Soft Artificial Muscles Show Promise in Quieting Hand Tremors

For the estimated 80 million people worldwide living with tremors, simple daily activities like holding a coffee cup can be frustratingly difficult. Now, researchers have developed slim, lightweight artificial muscles that could one day be discreetly worn to suppress these involuntary movements.

Scientists at the Max Planck Institute for Intelligent Systems, the University of Tübingen, and the University of Stuttgart have demonstrated that a pair of artificial muscles, strapped along a person’s forearm, can effectively counteract the back-and-forth movement caused by tremors.

The technology, detailed in a study published March 6 in the journal Device, uses soft materials that contract and relax in response to electrical signals, working against the tremor’s rhythm to stabilize hand movement.

“We see a great potential for our muscles to become the building blocks of a garment one can wear very discreetly so that others don’t even realize the person suffers from a tremor,” said Alona Shagan Shomron, a postdoc in the Robotic Materials Department at Max Planck Institute for Intelligent Systems and first author of the research paper.

The team’s approach addresses a significant gap in current tremor treatments. While medications and surgical interventions like deep brain stimulation can help many patients, these options may come with side effects or become less effective over time. Some patients can’t use these treatments at all.

Testing Without Patients

To avoid putting experimental technology directly on patients, the researchers developed what they call a “mechanical patient” – a robotic arm that can reproduce tremors recorded from actual patients. This allows them to test how well their artificial muscles work without subjecting real people to early-stage technology.

The robotic arm can be programmed to mimic various tremor patterns, from mild to severe, and at different frequencies. This covers the range typical of conditions like Parkinson’s disease and essential tremor.

In tests, the artificial muscles – technically known as Peano-HASEL actuators – reduced tremor amplitude by 76 to 94 percent across various intensities and frequencies.

“We showed that our artificial muscles, which are based on the HASEL technology, are fast and strong enough for a large range of tremors in the wrist,” Shagan Shomron said.

The team also created computer simulations to verify that the forces generated by these artificial muscles would be sufficient to suppress tremors in actual human arms, not just their mechanical model.

A Different Kind of Muscle

The artificial muscles used in the study are unlike traditional rigid robotic components. Measuring just about one millimeter thick and weighing only 15 grams, they’re made of thin polyester sheets with carbon-based electrodes, filled with silicone oil.

When voltage is applied, the liquid inside is displaced, causing the material to contract like a natural muscle.
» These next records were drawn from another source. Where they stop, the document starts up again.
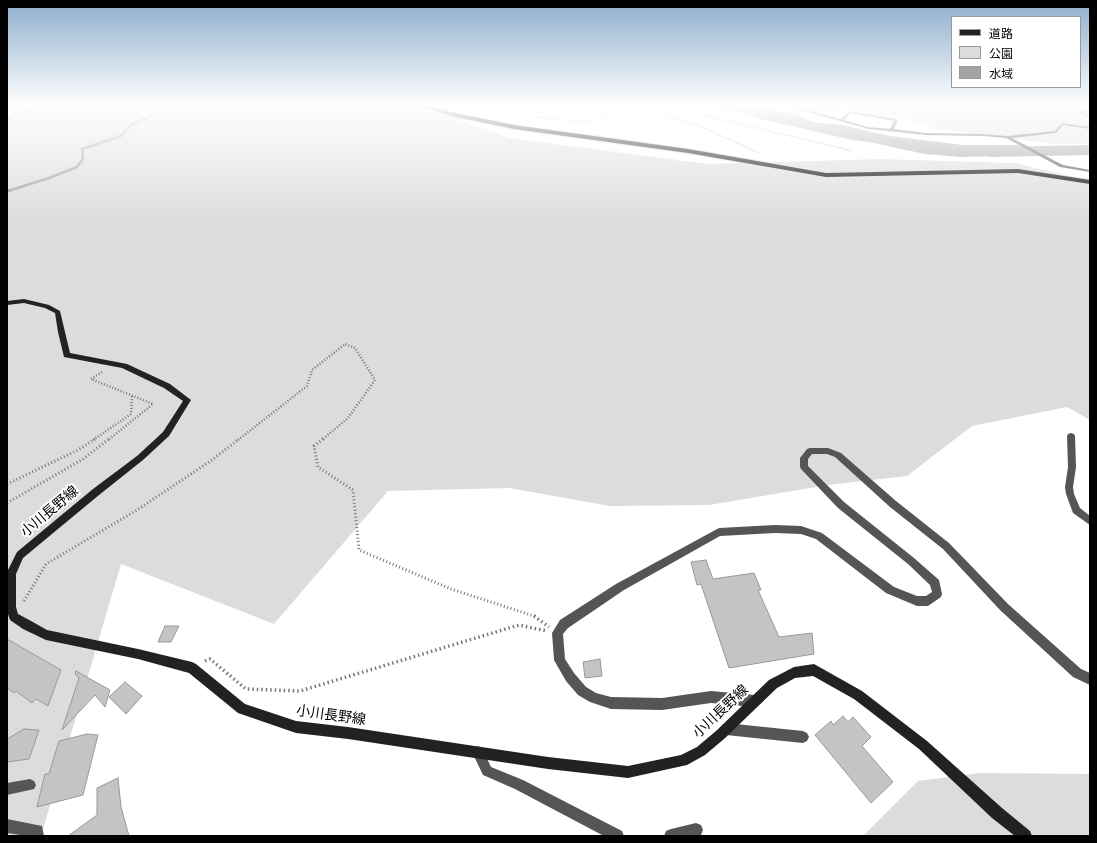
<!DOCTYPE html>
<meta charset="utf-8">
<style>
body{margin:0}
#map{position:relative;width:1097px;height:843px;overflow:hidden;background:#fff;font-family:"DejaVu Sans","Noto Sans JP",sans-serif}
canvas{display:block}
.frame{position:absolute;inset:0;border:8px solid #000;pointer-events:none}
.legend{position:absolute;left:951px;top:16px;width:130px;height:72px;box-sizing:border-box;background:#fff;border:1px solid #999;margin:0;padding:5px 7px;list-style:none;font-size:12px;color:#000}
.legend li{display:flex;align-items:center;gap:8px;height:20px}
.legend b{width:20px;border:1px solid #999}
</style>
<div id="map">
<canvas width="1097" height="843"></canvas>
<div class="frame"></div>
<ul class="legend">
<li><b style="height:5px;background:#222"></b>道路</li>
<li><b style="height:11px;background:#dcdcdc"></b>公園</li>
<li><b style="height:11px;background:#a3a3a3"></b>水域</li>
</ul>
</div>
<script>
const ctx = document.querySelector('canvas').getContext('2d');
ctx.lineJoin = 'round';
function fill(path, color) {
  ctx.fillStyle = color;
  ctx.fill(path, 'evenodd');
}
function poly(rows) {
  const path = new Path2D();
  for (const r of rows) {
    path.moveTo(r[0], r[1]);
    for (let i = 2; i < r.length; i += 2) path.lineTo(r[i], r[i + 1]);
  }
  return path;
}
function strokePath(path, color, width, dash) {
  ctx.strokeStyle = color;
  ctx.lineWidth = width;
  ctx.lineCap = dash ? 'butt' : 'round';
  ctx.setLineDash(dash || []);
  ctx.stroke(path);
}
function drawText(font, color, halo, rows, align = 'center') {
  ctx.font = font + ' "DejaVu Sans","Noto Sans JP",sans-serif';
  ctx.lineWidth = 4;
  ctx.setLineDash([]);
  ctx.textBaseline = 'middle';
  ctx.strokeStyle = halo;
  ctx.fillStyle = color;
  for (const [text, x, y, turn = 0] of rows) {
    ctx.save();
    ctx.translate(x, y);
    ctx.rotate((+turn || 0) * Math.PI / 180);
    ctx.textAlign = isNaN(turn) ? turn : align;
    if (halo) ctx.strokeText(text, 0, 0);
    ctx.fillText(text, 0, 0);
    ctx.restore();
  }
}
fill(poly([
 [7,105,419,105,509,138,707,164,880,159,1015,163,1090,181,1090,420,1067,407,972,426,907,476,828,485,709,505,610,506,509,488,388,491,274,624,121,564,41,836,7,836],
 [796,105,1090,105,1090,144,1057,144,936,129,913,121,844,108,834,115],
 [980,773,1090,774,1090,836,863,836,918,781]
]), '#dcdcdc');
fill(poly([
 [699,105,752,105,793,114,817,123,838,124,890,136,963,145,1018,145,1036,155,963,157,925,154,869,142,853,140,761,119,738,111]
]), '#a3a3a3');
strokePath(poly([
 [7,119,41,105],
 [8,191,49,178,77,167,83,159,82,149,121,136,131,125,159,112,164,105]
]), '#a3a3a3', 2.5);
strokePath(poly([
 [7,191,11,190]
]), '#a3a3a3', 3);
fill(poly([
 [1090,145,1090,155,991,157,986,155,983,152,986,149,991,147,1090,145]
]), '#a3a3a3');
const building = poly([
 [706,560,713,579,754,573,761,590,758,590,779,637,812,633,814,654,729,668,701,584,697,585,691,562,706,560],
 [165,626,179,626,171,642,158,642,165,626],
 [7,639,61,670,48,706,36,699,32,703,16,691,14,693,7,688,7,639],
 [600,659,602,676,585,678,583,662,600,659],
 [76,671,110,690,105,707,95,695,62,730,79,678,75,674,76,671],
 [125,682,142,696,126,714,109,697,125,682],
 [843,716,848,722,853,717,871,737,862,746,893,782,871,803,815,735,831,721,833,725,843,716],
 [24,729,39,730,29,759,7,762,7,739,24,729],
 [87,734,98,735,83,795,37,807,45,774,49,774,59,741,87,734],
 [118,778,121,807,129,836,68,836,97,815,97,788,118,778]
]);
fill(building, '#c4c4c4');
strokePath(building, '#999', 1);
const highway = poly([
 [417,105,425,105,456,113,514,125,688,149,826,173,1018,169,1090,180,1090,184,1018,173,826,177,688,153,514,129,455,117,417,105]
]);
strokePath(highway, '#dbdbdb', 2);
strokePath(poly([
 [465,105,550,119,594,122,620,105],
 [621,105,698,125,759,153],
 [630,106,641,105,711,117,853,151]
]), '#777', 1.5, [0.5, 1]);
strokePath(poly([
 [102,372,91,379,153,404,108,440],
 [93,440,131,414,132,396],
 [238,440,307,386,312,370,345,344,355,348,375,380,348,418,322,440]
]), '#777', 2.5, [1, 2]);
strokePath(poly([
 [323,439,314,446,318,467,353,490,359,550,451,589,537,617],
 [7,484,78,450,95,439],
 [7,503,83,459,109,439],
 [24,601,46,564,137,510,212,460,239,439]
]), '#777', 3, [1, 2.5]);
strokePath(poly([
 [534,616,549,627],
 [205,661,210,659,246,689,300,691,519,625,547,631]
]), '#777', 3.5, [1.5, 3]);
fill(poly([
 [726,723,803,731,807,733,809,737,807,741,803,743,726,735,722,733,720,729,722,725,726,723],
 [478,746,482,748,491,767,523,780,622,831,624,836,604,836,515,789,483,775,472,752,474,748,478,746],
 [696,823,701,825,703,830,701,835,697,836,664,836,666,831,671,829,696,823]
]), '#555');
fill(poly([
 [783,105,788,105,841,119,850,111,896,119,898,120,894,129,926,133,983,134,1007,136,1055,131,1062,123,1090,127,1090,129,1063,125,1056,133,1012,138,1055,161,1063,165,1090,170,1090,172,1060,167,1006,138,983,136,926,135,868,129,783,105],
 [851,113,894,121,890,129,868,127,844,120,851,113],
 [1090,110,1090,112,1084,113,1090,115,1090,117,1076,112,1090,110],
 [1071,433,1074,434,1075,436,1076,467,1073,487,1074,494,1080,508,1090,516,1090,525,1073,513,1066,494,1065,487,1068,467,1067,436,1068,434,1071,433],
 [810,448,828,448,841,453,896,501,949,543,1008,604,1081,669,1090,673,1090,685,1073,677,1000,610,943,549,890,507,835,457,827,454,812,454,808,459,808,466,844,502,914,558,939,580,942,594,941,597,928,606,917,606,886,593,816,539,801,534,775,533,720,536,624,590,568,628,563,634,565,659,574,673,586,687,596,693,611,697,662,698,711,691,754,695,758,697,760,701,758,705,754,707,711,703,662,710,611,709,590,702,578,695,566,681,554,660,552,633,560,620,616,584,719,528,775,525,801,526,822,533,894,587,917,596,926,596,932,592,930,585,908,564,838,508,801,469,800,467,800,458,807,449,810,448],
 [30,779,34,781,36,785,34,789,7,795,7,783,30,779],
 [7,819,42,826,44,836,27,836,7,833,7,819]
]), '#555');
fill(poly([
 [24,299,49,305,60,311,70,353,127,364,170,384,191,400,169,436,143,460,99,495,23,558,16,574,16,607,18,614,31,621,47,630,138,649,192,662,196,664,245,704,296,721,348,727,548,757,628,766,681,755,697,747,716,731,769,680,794,667,814,664,862,691,927,741,1002,808,1030,831,1032,836,1015,836,992,818,919,749,854,699,813,676,795,678,777,688,724,739,705,755,687,765,628,778,548,769,348,739,296,733,238,713,189,673,138,659,46,640,23,629,10,620,7,611,7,572,17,552,93,489,137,456,163,432,183,401,164,388,122,368,64,357,58,332,55,313,45,308,24,303,7,305,7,301,24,299]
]), '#222');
fill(highway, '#000');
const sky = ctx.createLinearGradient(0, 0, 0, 223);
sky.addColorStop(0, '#8cadcc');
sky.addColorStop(0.47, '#fff');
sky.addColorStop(1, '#ffffff00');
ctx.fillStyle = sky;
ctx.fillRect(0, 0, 1097, 223);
drawText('14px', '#000', '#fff', [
 ["小川長野線",50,512,-40],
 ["小川長野線",721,712,-43],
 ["小川長野線",331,716,8]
]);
</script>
This design allows them to respond quickly enough to counteract the rapid, rhythmic movements of a tremor.

The softness and flexibility of these actuators make them potentially more comfortable and less obtrusive than rigid devices, addressing a key barrier to patient acceptance of wearable assistive technology.

From Lab to Life

Current tremor treatments span from medication to invasive surgery, but limitations persist with these approaches. Some patients develop tolerance to treatments over time, while others experience significant side effects. The team believes their technology could offer a non-pharmacological, non-surgical alternative.

“With the combination of mechanical patient and biomechanical model we can measure if any tested artificial muscles are good enough to suppress all tremors, even very strong ones. So if we ever created a wearable device, we could adjust it to respond individually to each tremor,” said Daniel Häufle, a professor at the Hertie Institute for Clinical Brain Research at the University of Tübingen who worked on the computer simulation and collected tremor data from patients.

The research remains in early stages, and several challenges must be addressed before these artificial muscles could become part of a wearable device for patients. The current design works at a single wrist position, and safety systems for the electrical components would need further development.

There’s also the question of how such a device would distinguish between voluntary movements and involuntary tremors – something the current research doesn’t address but which would be essential for a practical application.

Beyond Tremors

The testing platform developed for this study could accelerate research in other movement disorders as well. Syn Schmitt, Professor for Computational Biophysics and Biorobotics at the University of Stuttgart, highlighted the value of their approach for early-stage research.

“The mechanical patient allows us to test the potential of new technologies very early in the development, without the need for expensive and time-consuming clinical testing on real patients,” Schmitt said. “A lot of good ideas are often not further pursued, as clinical testing is expensive and time-consuming and hard to fund at very early stages of technology development. Our mechanical patient is the solution which allows us to test the potential very early in the development.”

For people living with tremors, the prospect of a lightweight, inconspicuous device that could steady their hands without medication or surgery represents a promising avenue of research, though commercial applications likely remain years away.

“Robotics has great potential for healthcare applications. This successful project highlights the key role that soft robotic systems, based on flexible and deformable materials, will play,” concluded Christoph Keplinger, the Director of the Robotic Materials Department at the Max Planck Institute for Intelligent Systems.